Nutrient Deficiency - Ultra-processed foods are often stripped of essential nutrients. While they may be fortified with vitamins and minerals, these additions don’t always provide the same benefits as whole foods. The lack of dietary fiber, antioxidants, and healthy fats in ultra-processed foods leads to a less nutritious diet overall. Regular consumption of these foods can result in deficiencies that negatively impact your health.

 

"Food related illness costs the UK £268 billion per year - more than the whole NHS budget"


High in Sugar, Unhealthy Fats, and Salt - These foods are typically packed with added sugars, unhealthy fats (like trans fats), and excessive amounts of salt. This combination makes them highly palatable, encouraging overeating, while contributing to weight gain and chronic health conditions such as obesity, type 2 diabetes, and hypertension.
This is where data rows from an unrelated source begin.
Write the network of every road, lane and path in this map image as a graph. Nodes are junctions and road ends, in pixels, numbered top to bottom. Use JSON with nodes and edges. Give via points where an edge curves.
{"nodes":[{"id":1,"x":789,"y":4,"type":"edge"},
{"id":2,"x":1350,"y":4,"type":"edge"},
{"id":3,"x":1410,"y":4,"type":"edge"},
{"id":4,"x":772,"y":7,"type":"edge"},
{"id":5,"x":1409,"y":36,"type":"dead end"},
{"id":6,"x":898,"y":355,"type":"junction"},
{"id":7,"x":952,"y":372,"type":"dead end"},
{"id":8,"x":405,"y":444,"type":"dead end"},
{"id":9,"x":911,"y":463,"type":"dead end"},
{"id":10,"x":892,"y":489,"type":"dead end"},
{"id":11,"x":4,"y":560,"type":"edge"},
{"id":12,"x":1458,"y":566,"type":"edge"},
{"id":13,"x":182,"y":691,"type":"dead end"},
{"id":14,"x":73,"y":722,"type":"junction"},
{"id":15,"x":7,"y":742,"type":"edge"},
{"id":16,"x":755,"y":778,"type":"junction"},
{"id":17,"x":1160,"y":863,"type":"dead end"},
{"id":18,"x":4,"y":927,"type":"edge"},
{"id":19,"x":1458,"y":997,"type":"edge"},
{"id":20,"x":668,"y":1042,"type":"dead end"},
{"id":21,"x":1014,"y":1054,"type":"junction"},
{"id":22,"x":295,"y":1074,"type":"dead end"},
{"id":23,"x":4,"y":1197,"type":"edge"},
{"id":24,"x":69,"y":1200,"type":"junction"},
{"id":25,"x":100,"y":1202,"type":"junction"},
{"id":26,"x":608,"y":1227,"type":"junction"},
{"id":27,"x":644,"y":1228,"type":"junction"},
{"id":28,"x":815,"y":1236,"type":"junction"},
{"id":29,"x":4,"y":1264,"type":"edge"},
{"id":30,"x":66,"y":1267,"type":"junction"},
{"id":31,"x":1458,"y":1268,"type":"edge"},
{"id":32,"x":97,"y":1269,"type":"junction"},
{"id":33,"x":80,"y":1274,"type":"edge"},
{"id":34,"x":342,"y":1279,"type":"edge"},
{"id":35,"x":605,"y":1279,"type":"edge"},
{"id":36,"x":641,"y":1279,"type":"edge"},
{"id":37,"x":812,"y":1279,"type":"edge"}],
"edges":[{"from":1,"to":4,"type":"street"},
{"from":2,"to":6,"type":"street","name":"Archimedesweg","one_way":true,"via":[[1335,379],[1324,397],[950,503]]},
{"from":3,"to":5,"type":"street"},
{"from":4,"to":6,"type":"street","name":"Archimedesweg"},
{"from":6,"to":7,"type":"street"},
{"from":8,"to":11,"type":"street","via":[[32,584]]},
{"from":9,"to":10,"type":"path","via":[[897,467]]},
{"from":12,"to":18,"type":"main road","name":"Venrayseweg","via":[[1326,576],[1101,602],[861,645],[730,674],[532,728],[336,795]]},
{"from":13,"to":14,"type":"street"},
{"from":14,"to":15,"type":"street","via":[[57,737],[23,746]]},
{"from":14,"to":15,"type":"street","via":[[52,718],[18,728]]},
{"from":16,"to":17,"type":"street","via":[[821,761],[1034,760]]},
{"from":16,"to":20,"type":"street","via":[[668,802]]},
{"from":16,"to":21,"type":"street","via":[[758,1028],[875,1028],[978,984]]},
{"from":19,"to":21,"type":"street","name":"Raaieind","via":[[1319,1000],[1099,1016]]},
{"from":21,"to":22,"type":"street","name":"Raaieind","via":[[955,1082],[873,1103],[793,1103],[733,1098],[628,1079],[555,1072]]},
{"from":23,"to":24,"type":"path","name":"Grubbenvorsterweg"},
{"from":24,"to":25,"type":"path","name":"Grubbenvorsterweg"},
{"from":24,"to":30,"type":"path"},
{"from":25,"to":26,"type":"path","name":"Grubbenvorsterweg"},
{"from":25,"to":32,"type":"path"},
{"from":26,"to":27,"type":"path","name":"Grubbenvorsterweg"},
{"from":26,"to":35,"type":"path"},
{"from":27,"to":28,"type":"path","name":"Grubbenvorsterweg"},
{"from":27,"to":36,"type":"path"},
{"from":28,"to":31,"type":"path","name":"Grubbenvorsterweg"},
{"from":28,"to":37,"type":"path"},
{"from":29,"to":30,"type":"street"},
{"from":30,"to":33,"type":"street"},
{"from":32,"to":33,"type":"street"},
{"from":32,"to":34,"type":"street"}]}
For example, sugary drinks and snacks spike blood sugar levels, which can lead to insulin resistance over time, a precursor to diabetes​. 
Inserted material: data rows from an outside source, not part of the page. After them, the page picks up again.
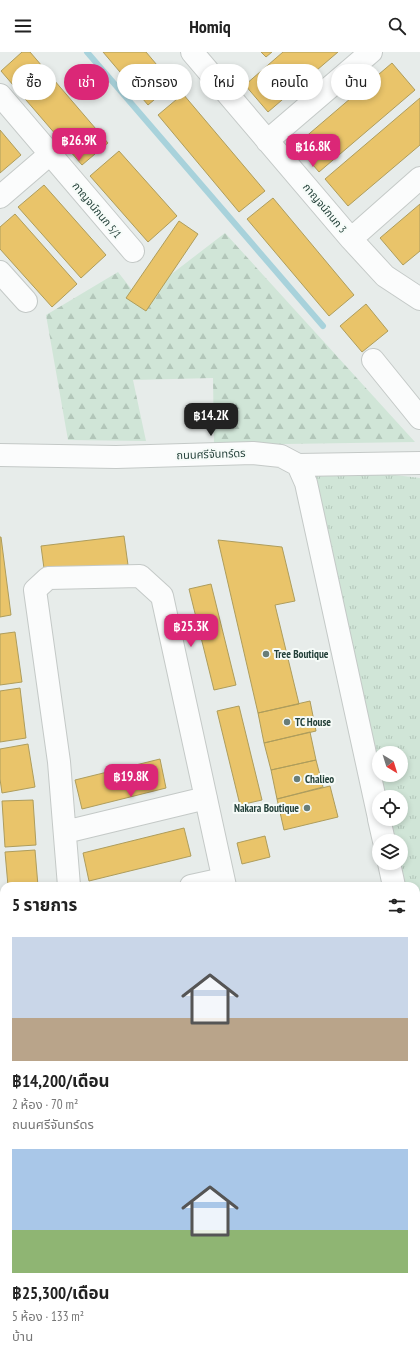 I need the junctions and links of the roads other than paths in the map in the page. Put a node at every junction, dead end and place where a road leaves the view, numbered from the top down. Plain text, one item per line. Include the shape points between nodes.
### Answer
1 (192, 52) edge
2 (371, 52) edge
3 (0, 95) edge
4 (267, 141) junction
5 (50, 154) junction
6 (420, 178) edge
7 (0, 197) edge
8 (351, 239) junction
9 (133, 251) dead end
10 (0, 272) edge
11 (420, 299) edge
12 (26, 301) dead end
13 (373, 360) dead end
14 (420, 418) edge
15 (0, 455) edge
16 (420, 463) edge
17 (298, 465) junction
18 (373, 790) edge
19 (206, 798) junction
20 (65, 832) junction
21 (391, 870) edge
22 (70, 882) edge
23 (224, 882) edge
24 (393, 882) edge

1 - 4 street, กาญจน์กนก 3
2 - 4 street
3 - 5 street, กาญจน์กนก 5/1
4 - 8 street, กาญจน์กนก 3
5 - 7 street
5 - 9 street, กาญจน์กนก 5/1
6 - 8 street
8 - 11 street, กาญจน์กนก 3 via 385,276
10 - 12 street
13 - 14 street
15 - 17 street, ถนนศรีจันทร์ดร via 116,457 253,453 281,456
16 - 17 street, ถนนศรีจันทร์ดร
17 - 18 street via 306,483
19 - 20 street
19 - 20 street via 162,596 140,576 48,578 35,590 59,762
19 - 23 street
20 - 22 street
21 - 24 street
Linked to Chronic Diseases - Ultra-processed foods have been linked to an increased risk of various chronic diseases. Studies show that diets high in these foods increase the likelihood of developing cardiovascular diseases, certain cancers, and gastrointestinal disorders. Research from the British Medical Journal has found that a 10% increase in the consumption of ultra-processed foods is associated with a 12% increase in the risk of cancer​.

 

A diet high in UPF increases your chance of...

Heart disease by 68%

Alzheimer’s disease by 75%

Colon cancer in men by 72%

Obesity by 50%

Crohn’s disease by 70%

 

Impact on Mental Health

The effects of ultra-processed foods extend beyond physical health. There is growing evidence that diets rich in processed foods can negatively affect mental well-being. High sugar levels, unhealthy fats, and artificial additives can contribute to mood swings, anxiety, and even depression. On the other hand, whole foods rich in nutrients like omega-3 fatty acids and antioxidants are known to support brain health and emotional stability.


Disruption of Gut Health

The gut microbiome plays a crucial role in digestion, immunity, and even mental health. Ultra-processed foods, which lack dietary fiber and contain artificial additives, can disturb the balance of the gut microbiota. This disruption can lead to digestive problems and inflammation, further increasing the risk of diseases such as inflammatory bowel disease (IBD).

 

Encouraging Overconsumption

Ultra-processed foods are engineered to be “hyper-palatable,” making them hard to resist. Their combination of fats, sugars, and salts is designed to trigger the brain's reward system, encouraging people to eat more than they need. This contributes to overeating and is a major driver of the global obesity epidemic.


Environmental Concerns

Beyond the health risks, ultra-processed foods are also problematic for the environment. Their production often relies on industrial farming, excessive packaging, and long-distance transportation. This leads to a greater carbon footprint compared to locally sourced, whole foods. By reducing the consumption of ultra-processed foods, we not only improve our health but also contribute to environmental sustainability.​

 

Food & drink production is responsible for:

32% greenhouse gas emissions

40% of land use

70% of freshwater use

30% of plastic waste

 

seasonal veg boxseasonal veg box

 

What does a healthy diet look like?

 

A good diet is made up of natural whole foods. If the ingedients list is as long as your arm and you don't recognize what they are, then you shouldn't be eating it regularly. In fact the vast majority of your diet shouldn't come from a packet at all.

Only 1 in 10 children & 1 in 3 adults in the UK eat the minimum amount of veg & fruit they need.  You need a minimum of 400g of fresh veg & fruit every day and aim to eat at least 30 different types of veg, fruit, nuts & seeds per week. Cooking your meals from scratch is the best way to do this and means you know exactly what is in it. 
 
Never fear it doesn't mean you spend the rest of your life slaving over the stove or force feeding your family salad! We have plenty of simple recipes that use seasonal veg on our recipe blog.  Most of your favourite dishes can be made quite easily at home, and don't need to take hours or involve lots of complicated ingredients.